Los gatos suelen generar toda una gama de reacciones. Desde rechazo debido a alergias hasta los más puros enchules: el gato no es un animal que le suele ser indiferente a la gente. Incluso a través de la historia, los gatos han sido tildados de todo, desde encarnaciones de la divinidad hasta representantes de lo siniestro. En ese sentido, el gato prototípico es casi como lo que la pesada tradición milenaria ha hecho de la mujer estereotípica. Ante los ojos bifurcados por el culto al miedo, el felino es celestial o diabólico, mientras que la mujer es María o Eva, virgen o prostituta, ángel hogareño o parrandera andariega.

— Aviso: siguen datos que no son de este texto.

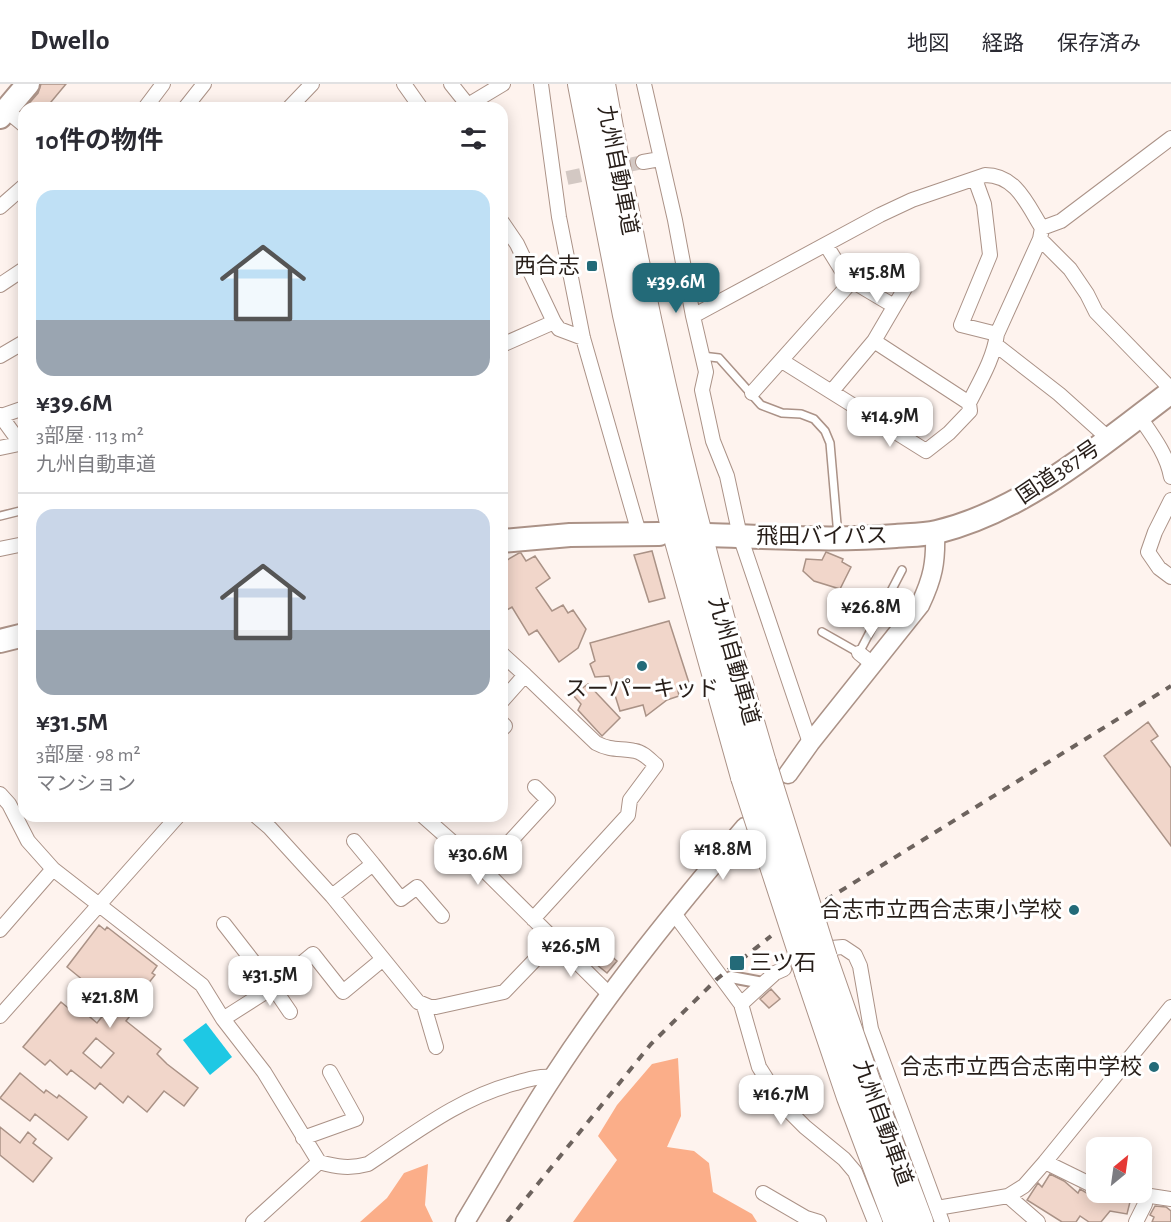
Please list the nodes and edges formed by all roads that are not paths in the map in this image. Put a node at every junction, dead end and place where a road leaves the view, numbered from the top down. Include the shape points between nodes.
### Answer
1 (28, 84) edge
2 (163, 84) edge
3 (204, 84) edge
4 (312, 84) edge
5 (404, 84) edge
6 (452, 84) edge
7 (503, 84) edge
8 (541, 84) edge
9 (581, 84) edge
10 (602, 84) edge
11 (644, 84) edge
12 (150, 102) edge
13 (190, 102) edge
14 (296, 102) edge
15 (418, 102) edge
16 (463, 102) edge
17 (472, 102) edge
18 (3, 114) edge
19 (18, 122) edge
20 (1171, 138) edge
21 (660, 159) junction
22 (643, 162) tunnel mouth
23 (975, 178) junction
24 (18, 191) edge
25 (0, 207) edge
26 (508, 231) edge
27 (1041, 233) junction
28 (826, 245) junction
29 (18, 273) edge
30 (852, 281) junction
31 (908, 283) dead end
32 (0, 285) edge
33 (894, 306) junction
34 (693, 316) junction
35 (554, 322) junction
36 (583, 338) junction
37 (996, 340) junction
38 (874, 341) junction
39 (508, 342) edge
40 (18, 346) edge
41 (0, 356) edge
42 (702, 356) junction
43 (782, 361) junction
44 (832, 391) junction
45 (1171, 391) edge
46 (752, 393) junction
47 (969, 403) junction
48 (18, 410) edge
49 (0, 416) edge
50 (1139, 416) junction
51 (18, 438) edge
52 (1108, 438) junction
53 (18, 445) edge
54 (0, 448) edge
55 (1171, 477) edge
56 (1171, 500) edge
57 (18, 512) edge
58 (0, 516) edge
59 (935, 532) junction
60 (649, 534) joint
61 (708, 535) dead end
62 (740, 536) junction
63 (838, 539) junction
64 (508, 541) edge
65 (18, 545) edge
66 (0, 549) edge
67 (902, 570) dead end
68 (1171, 577) edge
69 (822, 632) dead end
70 (18, 636) edge
71 (0, 641) edge
72 (508, 659) edge
73 (867, 659) junction
74 (525, 675) junction
75 (508, 695) edge
76 (810, 743) junction
77 (754, 770) junction
78 (788, 774) dead end
79 (535, 788) dead end
80 (3, 804) edge
81 (173, 822) edge
82 (263, 822) edge
83 (431, 822) edge
84 (745, 827) dead end
85 (354, 841) dead end
86 (373, 864) junction
87 (53, 869) junction
88 (484, 870) junction
89 (332, 896) junction
90 (99, 906) junction
91 (674, 912) junction
92 (442, 916) dead end
93 (533, 919) junction
94 (224, 924) dead end
95 (0, 930) edge
96 (554, 940) junction
97 (383, 959) junction
98 (812, 962) junction
99 (728, 979) junction
100 (763, 983) junction
101 (273, 987) junction
102 (610, 995) junction
103 (739, 1001) junction
104 (424, 1006) junction
105 (1171, 1007) edge
106 (290, 1012) dead end
107 (0, 1016) edge
108 (223, 1019) junction
109 (436, 1047) dead end
110 (330, 1072) dead end
111 (552, 1077) junction
112 (303, 1137) junction
113 (319, 1162) junction
114 (1045, 1162) junction
115 (1086, 1181) edge
116 (763, 1193) dead end
117 (1008, 1196) junction
118 (1152, 1196) edge
119 (1171, 1199) edge
120 (1144, 1203) edge
121 (929, 1215) edge
122 (253, 1222) edge
123 (465, 1222) edge
124 (819, 1222) edge
125 (875, 1222) edge
126 (897, 1222) edge
127 (942, 1222) edge
128 (1038, 1222) edge
129 (1137, 1222) edge

1 - 18 main road
2 - 12 street
3 - 13 street
4 - 14 street
5 - 15 street
6 - 16 street
7 - 17 street
8 - 36 street via 560,179
9 - 77 highway, 九州自動車道 via 626,315 673,523
10 - 77 highway, 九州自動車道 via 667,406
11 - 21 street
18 - 19 street
20 - 27 street
21 - 22 street
21 - 34 street
23 - 27 street via 997,175 1013,184
23 - 28 street via 912,200
23 - 37 street via 984,204 990,255 961,325
24 - 25 street
26 - 35 street
27 - 37 street
27 - 45 street via 1070,269 1096,312
28 - 30 street
28 - 34 street
29 - 32 street
30 - 33 street
30 - 43 street
31 - 33 street
33 - 38 street
34 - 42 street
35 - 36 street via 559,329
35 - 39 street
36 - 60 street
37 - 47 street
37 - 52 street
38 - 44 street
38 - 47 street
40 - 41 street
42 - 46 lane via 719,358
42 - 62 street via 706,372 702,390
43 - 44 street
43 - 46 street
44 - 47 street via 926,452 970,411
45 - 50 main road, 国道387号
46 - 63 lane via 761,405 814,419 825,431 830,443
48 - 49 street
49 - 51 street
50 - 52 main road, 国道387号
50 - 55 street via 1169,466
52 - 59 main road, 国道387号 via 1011,503 981,518
53 - 54 street
56 - 68 street via 1148,552
57 - 58 lane
59 - 63 main road, 飛田バイパス
59 - 73 street via 936,559 920,605
60 - 64 main road via 570,535
61 - 62 main road, 飛田バイパス
62 - 63 main road, 飛田バイパス
62 - 76 street
65 - 66 street
67 - 73 lane
69 - 73 lane
70 - 71 main road
72 - 74 street
73 - 76 street
74 - 75 street
74 - 93 street via 597,743 606,748 635,751 656,765 630,800 628,815
76 - 78 street
77 - 98 highway, 九州自動車道, bridge
79 - 88 street via 548,800
80 - 87 street
81 - 90 street
82 - 89 street
83 - 88 street
84 - 91 street
85 - 86 street
86 - 89 street
86 - 92 street via 401,899 417,887
87 - 90 street
87 - 95 street
88 - 93 street
89 - 97 street
90 - 107 street
90 - 108 street via 202,985
91 - 99 street
91 - 102 street
93 - 96 street
94 - 101 street
96 - 102 street
96 - 104 street via 504,992 436,1007
97 - 101 street via 343,992 313,954
97 - 104 street
98 - 100 street via 775,973
98 - 121 highway, 九州自動車道
98 - 126 highway, 九州自動車道 via 850,1097
99 - 100 street
99 - 103 street
100 - 103 street
101 - 106 street
101 - 108 street
102 - 111 street
103 - 125 street via 759,1067 783,1105 855,1172
104 - 109 street
105 - 114 street
108 - 112 street via 264,1072
110 - 112 street via 356,1119
111 - 113 street via 541,1076 492,1089 462,1103 368,1164 351,1168
111 - 123 street
112 - 113 street
113 - 122 street
114 - 115 street
114 - 117 street via 1024,1186
116 - 124 street
117 - 121 street
117 - 128 street
118 - 119 street
120 - 129 street
121 - 127 street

Los gatos, como las mujeres, han sido folklóricamente creados a imagen y semejanza de inseguridades religiosas y culturales.
Recuerdo cuando era niña y mi abuela me decía con absoluta certeza que los gatos eran traicioneros. En seguida añadía un supuesto cuento verídico de un sacerdote en quién sabe qué pueblo que murió a las garras de un felino -un gato negro- que lo vino a estrangular a media noche mientras él dormía. Me intriga y me entristece también la historia de que el Papa Gregorio IX, allá para el siglo XIII, determinó que los gatos eran diabólicos, lo que propició la matanza de muchas de estas criaturas.
Con el cuento de mi abuela y con esta anécdota papal, me resta cuestionar si alguna vez estas personas habían observado propiamente el comportamiento de un gato, si habían visto bien sus ojos, ésos que Neruda poetiza, señalando que éstos "dejaron una sola /ranura / para echar las monedas de la noche". ¿Cómo es que algo de 7 a 15 libras puede causar una debacle de proporciones mayores, al estilo de una simple mordida de manzana?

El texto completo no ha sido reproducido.